Extracted records:
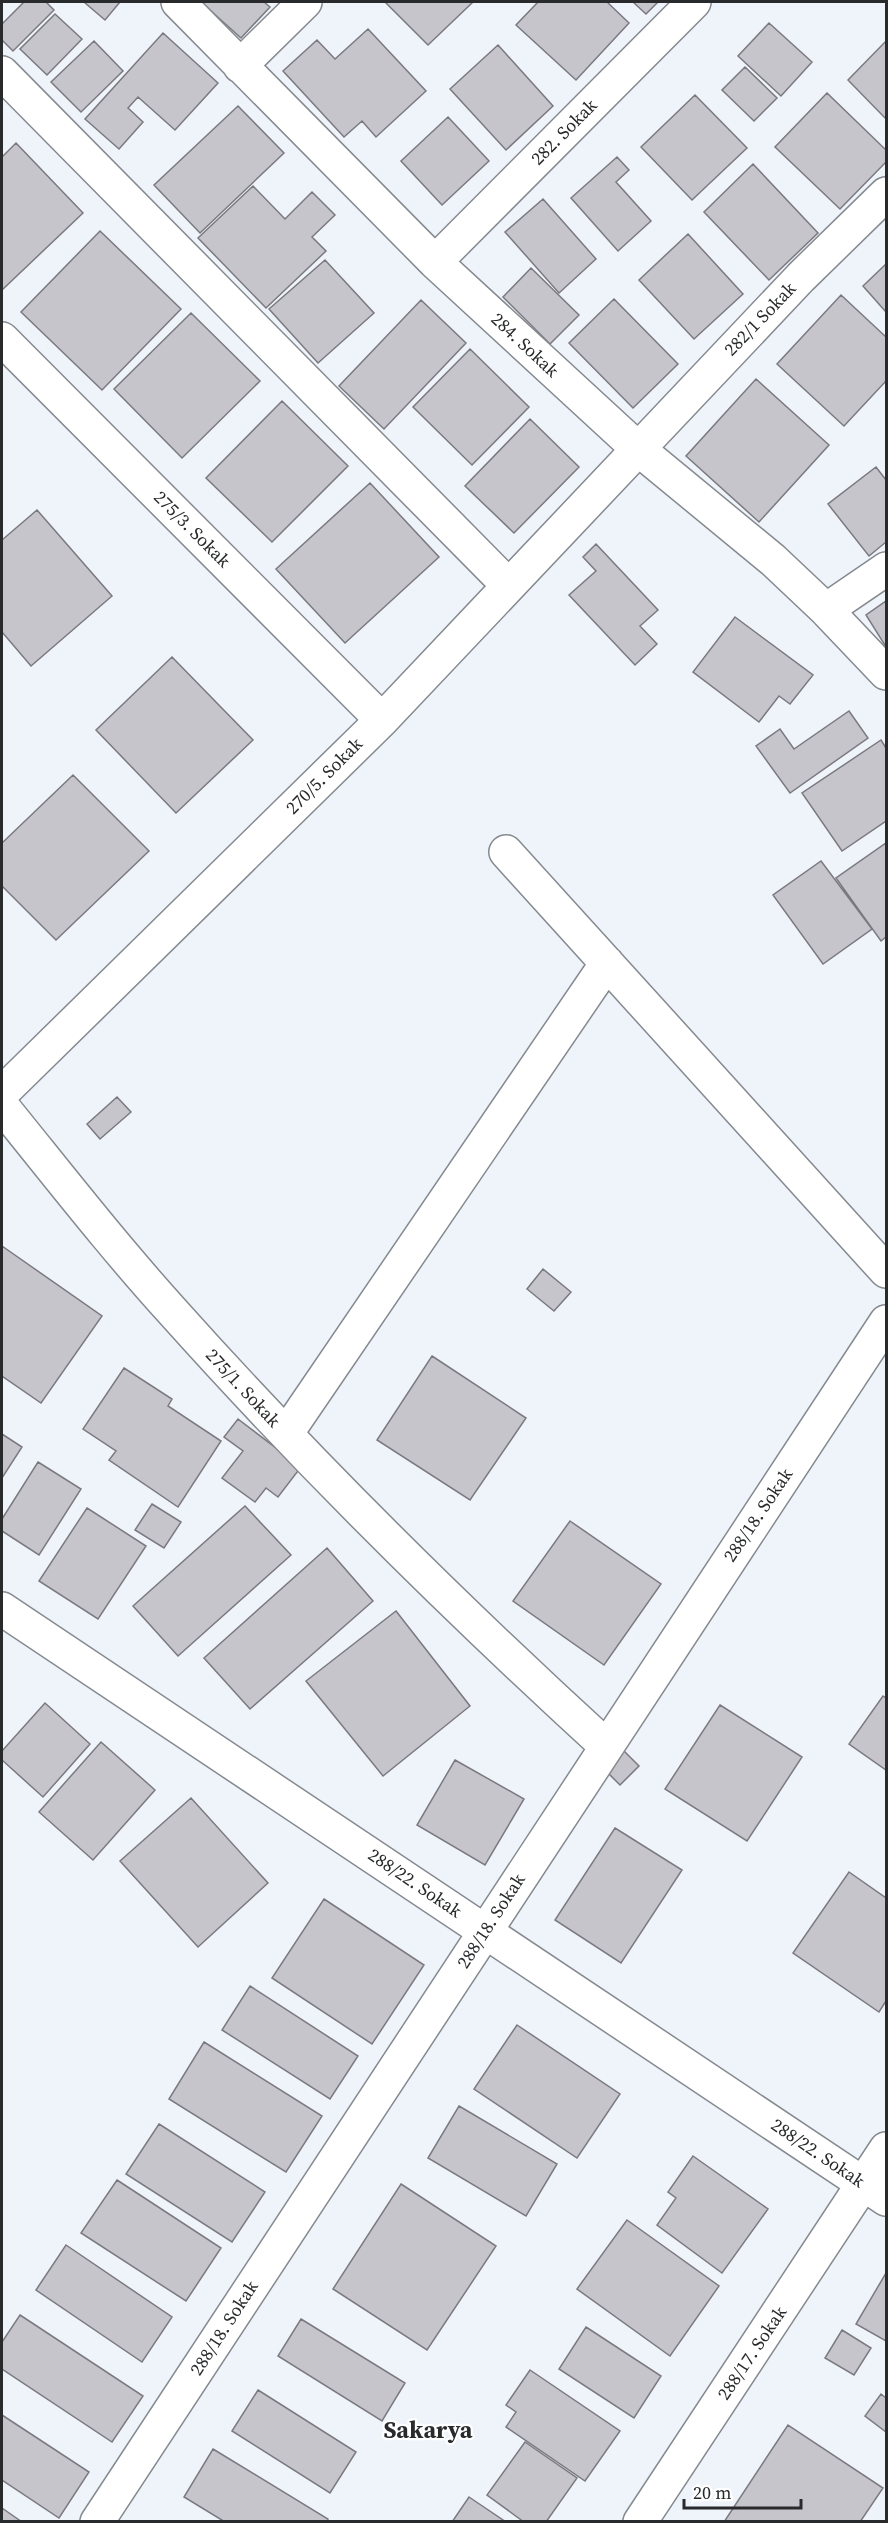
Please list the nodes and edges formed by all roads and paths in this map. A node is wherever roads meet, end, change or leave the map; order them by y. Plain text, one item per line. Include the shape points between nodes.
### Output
1 (178, 2) edge
2 (305, 2) edge
3 (694, 2) edge
4 (240, 66) junction
5 (2, 73) edge
6 (886, 194) edge
7 (435, 262) junction
8 (2, 339) edge
9 (637, 448) junction
10 (886, 569) edge
11 (508, 585) junction
12 (826, 610) junction
13 (886, 673) edge
14 (382, 720) junction
15 (506, 852) dead end
16 (607, 963) junction
17 (2, 1093) edge
18 (2, 1106) edge
19 (886, 1271) edge
20 (886, 1322) edge
21 (286, 1434) junction
22 (2, 1609) edge
23 (606, 1746) junction
24 (485, 1930) junction
25 (886, 2149) edge
26 (875, 2192) edge
27 (97, 2522) edge
28 (640, 2522) edge

1 - 4 street, 284. Sokak
2 - 4 street
3 - 7 street, 282. Sokak
4 - 7 street, 284. Sokak
5 - 11 street
6 - 9 street, 282/1 Sokak
7 - 9 street, 284. Sokak
8 - 14 street, 275/3. Sokak
9 - 11 street, 270/5. Sokak
9 - 12 street, 284. Sokak via 774,560
10 - 12 street
11 - 14 street, 270/5. Sokak
12 - 13 street, 284. Sokak
14 - 17 street, 270/5. Sokak
15 - 16 street
16 - 19 street
16 - 21 street
18 - 21 street, 275/1. Sokak via 172,1311
20 - 23 street, 288/18. Sokak
21 - 23 street, 275/1. Sokak via 503,1652
22 - 24 street, 288/22. Sokak
23 - 24 street, 288/18. Sokak
24 - 26 street, 288/22. Sokak
24 - 27 street, 288/18. Sokak
25 - 26 street, 288/17. Sokak
26 - 28 street, 288/17. Sokak

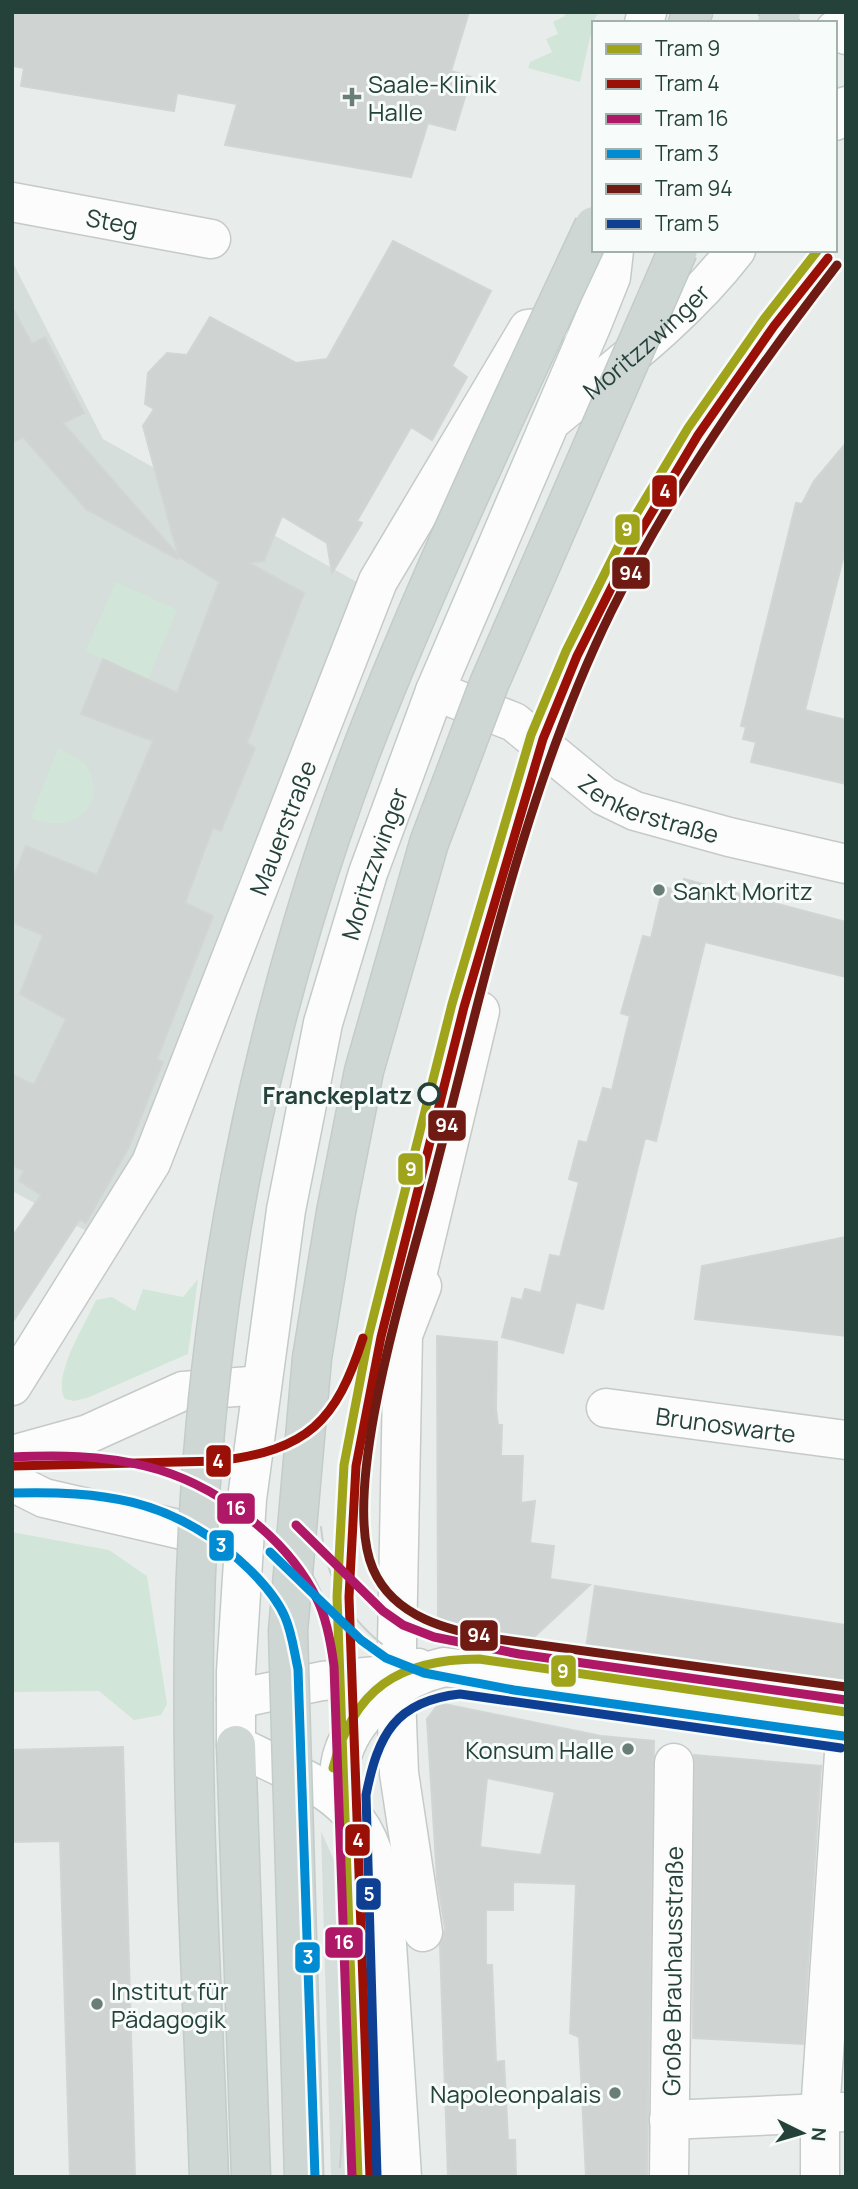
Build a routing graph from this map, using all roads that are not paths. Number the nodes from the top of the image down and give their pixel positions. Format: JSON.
{"nodes":[{"id":1,"x":766,"y":12,"type":"edge"},
{"id":2,"x":787,"y":21,"type":"edge"},
{"id":3,"x":12,"y":202,"type":"edge"},
{"id":4,"x":592,"y":230,"type":"edge"},
{"id":5,"x":211,"y":239,"type":"dead end"},
{"id":6,"x":614,"y":252,"type":"edge"},
{"id":7,"x":677,"y":252,"type":"edge"},
{"id":8,"x":734,"y":252,"type":"edge"},
{"id":9,"x":593,"y":322,"type":"junction"},
{"id":10,"x":548,"y":424,"type":"junction"},
{"id":11,"x":435,"y":691,"type":"junction"},
{"id":12,"x":846,"y":864,"type":"edge"},
{"id":13,"x":480,"y":1011,"type":"dead end"},
{"id":14,"x":262,"y":1385,"type":"junction"},
{"id":15,"x":12,"y":1386,"type":"edge"},
{"id":16,"x":606,"y":1408,"type":"dead end"},
{"id":17,"x":846,"y":1440,"type":"edge"},
{"id":18,"x":12,"y":1455,"type":"edge"},
{"id":19,"x":12,"y":1482,"type":"edge"},
{"id":20,"x":243,"y":1544,"type":"junction"},
{"id":21,"x":398,"y":1680,"type":"junction"},
{"id":22,"x":236,"y":1699,"type":"junction"},
{"id":23,"x":846,"y":1721,"type":"edge"},
{"id":24,"x":236,"y":1745,"type":"junction"},
{"id":25,"x":674,"y":1763,"type":"dead end"},
{"id":26,"x":337,"y":1797,"type":"junction"},
{"id":27,"x":423,"y":1932,"type":"dead end"},
{"id":28,"x":833,"y":2112,"type":"edge"},
{"id":29,"x":669,"y":2120,"type":"junction"},
{"id":30,"x":209,"y":2177,"type":"edge"},
{"id":31,"x":250,"y":2177,"type":"edge"},
{"id":32,"x":304,"y":2177,"type":"edge"},
{"id":33,"x":402,"y":2177,"type":"edge"},
{"id":34,"x":669,"y":2177,"type":"edge"},
{"id":35,"x":820,"y":2177,"type":"edge"}],
"edges":[{"from":1,"to":2,"type":"street"},
{"from":3,"to":5,"type":"street","name":"Steg"},
{"from":4,"to":30,"type":"main road","bridge":true},
{"from":6,"to":9,"type":"street","name":"Moritzzwinger"},
{"from":7,"to":32,"type":"main road","bridge":true},
{"from":8,"to":10,"type":"street","name":"Moritzzwinger"},
{"from":9,"to":10,"type":"street","name":"Moritzzwinger"},
{"from":9,"to":15,"type":"street","name":"Mauerstraße"},
{"from":10,"to":11,"type":"street","name":"Moritzzwinger"},
{"from":11,"to":12,"type":"street","name":"Zenkerstraße"},
{"from":11,"to":14,"type":"street","name":"Moritzzwinger"},
{"from":13,"to":21,"type":"street"},
{"from":14,"to":18,"type":"street"},
{"from":14,"to":20,"type":"street"},
{"from":16,"to":17,"type":"street","name":"Brunoswarte"},
{"from":19,"to":20,"type":"street"},
{"from":20,"to":22,"type":"street"},
{"from":21,"to":22,"type":"street"},
{"from":21,"to":23,"type":"street"},
{"from":21,"to":26,"type":"street"},
{"from":21,"to":27,"type":"street"},
{"from":22,"to":24,"type":"street"},
{"from":23,"to":28,"type":"street"},
{"from":24,"to":26,"type":"street"},
{"from":24,"to":31,"type":"main road"},
{"from":25,"to":29,"type":"street","name":"Große Brauhausstraße"},
{"from":26,"to":33,"type":"street"},
{"from":28,"to":29,"type":"street"},
{"from":28,"to":35,"type":"street"},
{"from":29,"to":34,"type":"street","name":"Große Brauhausstraße"}]}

▶ _What the exercise asks_
Give every line of the records above again, exactly, and omit the pictures.

▶ _Answer below_
Please list the nodes and edges formed by all roads and paths in this map. A node is wherever roads meet, end, change or leave the map; order them by y. Plain text, one item per line. Include the shape points between nodes.
### Output
1 (178, 2) edge
2 (305, 2) edge
3 (694, 2) edge
4 (240, 66) junction
5 (2, 73) edge
6 (886, 194) edge
7 (435, 262) junction
8 (2, 339) edge
9 (637, 448) junction
10 (886, 569) edge
11 (508, 585) junction
12 (826, 610) junction
13 (886, 673) edge
14 (382, 720) junction
15 (506, 852) dead end
16 (607, 963) junction
17 (2, 1093) edge
18 (2, 1106) edge
19 (886, 1271) edge
20 (886, 1322) edge
21 (286, 1434) junction
22 (2, 1609) edge
23 (606, 1746) junction
24 (485, 1930) junction
25 (886, 2149) edge
26 (875, 2192) edge
27 (97, 2522) edge
28 (640, 2522) edge

1 - 4 street, 284. Sokak
2 - 4 street
3 - 7 street, 282. Sokak
4 - 7 street, 284. Sokak
5 - 11 street
6 - 9 street, 282/1 Sokak
7 - 9 street, 284. Sokak
8 - 14 street, 275/3. Sokak
9 - 11 street, 270/5. Sokak
9 - 12 street, 284. Sokak via 774,560
10 - 12 street
11 - 14 street, 270/5. Sokak
12 - 13 street, 284. Sokak
14 - 17 street, 270/5. Sokak
15 - 16 street
16 - 19 street
16 - 21 street
18 - 21 street, 275/1. Sokak via 172,1311
20 - 23 street, 288/18. Sokak
21 - 23 street, 275/1. Sokak via 503,1652
22 - 24 street, 288/22. Sokak
23 - 24 street, 288/18. Sokak
24 - 26 street, 288/22. Sokak
24 - 27 street, 288/18. Sokak
25 - 26 street, 288/17. Sokak
26 - 28 street, 288/17. Sokak

Build a routing graph from this map, using all roads that are not paths. Number the nodes from the top of the image down and give their pixel positions. Format: JSON.
{"nodes":[{"id":1,"x":766,"y":12,"type":"edge"},
{"id":2,"x":787,"y":21,"type":"edge"},
{"id":3,"x":12,"y":202,"type":"edge"},
{"id":4,"x":592,"y":230,"type":"edge"},
{"id":5,"x":211,"y":239,"type":"dead end"},
{"id":6,"x":614,"y":252,"type":"edge"},
{"id":7,"x":677,"y":252,"type":"edge"},
{"id":8,"x":734,"y":252,"type":"edge"},
{"id":9,"x":593,"y":322,"type":"junction"},
{"id":10,"x":548,"y":424,"type":"junction"},
{"id":11,"x":435,"y":691,"type":"junction"},
{"id":12,"x":846,"y":864,"type":"edge"},
{"id":13,"x":480,"y":1011,"type":"dead end"},
{"id":14,"x":262,"y":1385,"type":"junction"},
{"id":15,"x":12,"y":1386,"type":"edge"},
{"id":16,"x":606,"y":1408,"type":"dead end"},
{"id":17,"x":846,"y":1440,"type":"edge"},
{"id":18,"x":12,"y":1455,"type":"edge"},
{"id":19,"x":12,"y":1482,"type":"edge"},
{"id":20,"x":243,"y":1544,"type":"junction"},
{"id":21,"x":398,"y":1680,"type":"junction"},
{"id":22,"x":236,"y":1699,"type":"junction"},
{"id":23,"x":846,"y":1721,"type":"edge"},
{"id":24,"x":236,"y":1745,"type":"junction"},
{"id":25,"x":674,"y":1763,"type":"dead end"},
{"id":26,"x":337,"y":1797,"type":"junction"},
{"id":27,"x":423,"y":1932,"type":"dead end"},
{"id":28,"x":833,"y":2112,"type":"edge"},
{"id":29,"x":669,"y":2120,"type":"junction"},
{"id":30,"x":209,"y":2177,"type":"edge"},
{"id":31,"x":250,"y":2177,"type":"edge"},
{"id":32,"x":304,"y":2177,"type":"edge"},
{"id":33,"x":402,"y":2177,"type":"edge"},
{"id":34,"x":669,"y":2177,"type":"edge"},
{"id":35,"x":820,"y":2177,"type":"edge"}],
"edges":[{"from":1,"to":2,"type":"street"},
{"from":3,"to":5,"type":"street","name":"Steg"},
{"from":4,"to":30,"type":"main road","bridge":true},
{"from":6,"to":9,"type":"street","name":"Moritzzwinger"},
{"from":7,"to":32,"type":"main road","bridge":true},
{"from":8,"to":10,"type":"street","name":"Moritzzwinger"},
{"from":9,"to":10,"type":"street","name":"Moritzzwinger"},
{"from":9,"to":15,"type":"street","name":"Mauerstraße"},
{"from":10,"to":11,"type":"street","name":"Moritzzwinger"},
{"from":11,"to":12,"type":"street","name":"Zenkerstraße"},
{"from":11,"to":14,"type":"street","name":"Moritzzwinger"},
{"from":13,"to":21,"type":"street"},
{"from":14,"to":18,"type":"street"},
{"from":14,"to":20,"type":"street"},
{"from":16,"to":17,"type":"street","name":"Brunoswarte"},
{"from":19,"to":20,"type":"street"},
{"from":20,"to":22,"type":"street"},
{"from":21,"to":22,"type":"street"},
{"from":21,"to":23,"type":"street"},
{"from":21,"to":26,"type":"street"},
{"from":21,"to":27,"type":"street"},
{"from":22,"to":24,"type":"street"},
{"from":23,"to":28,"type":"street"},
{"from":24,"to":26,"type":"street"},
{"from":24,"to":31,"type":"main road"},
{"from":25,"to":29,"type":"street","name":"Große Brauhausstraße"},
{"from":26,"to":33,"type":"street"},
{"from":28,"to":29,"type":"street"},
{"from":28,"to":35,"type":"street"},
{"from":29,"to":34,"type":"street","name":"Große Brauhausstraße"}]}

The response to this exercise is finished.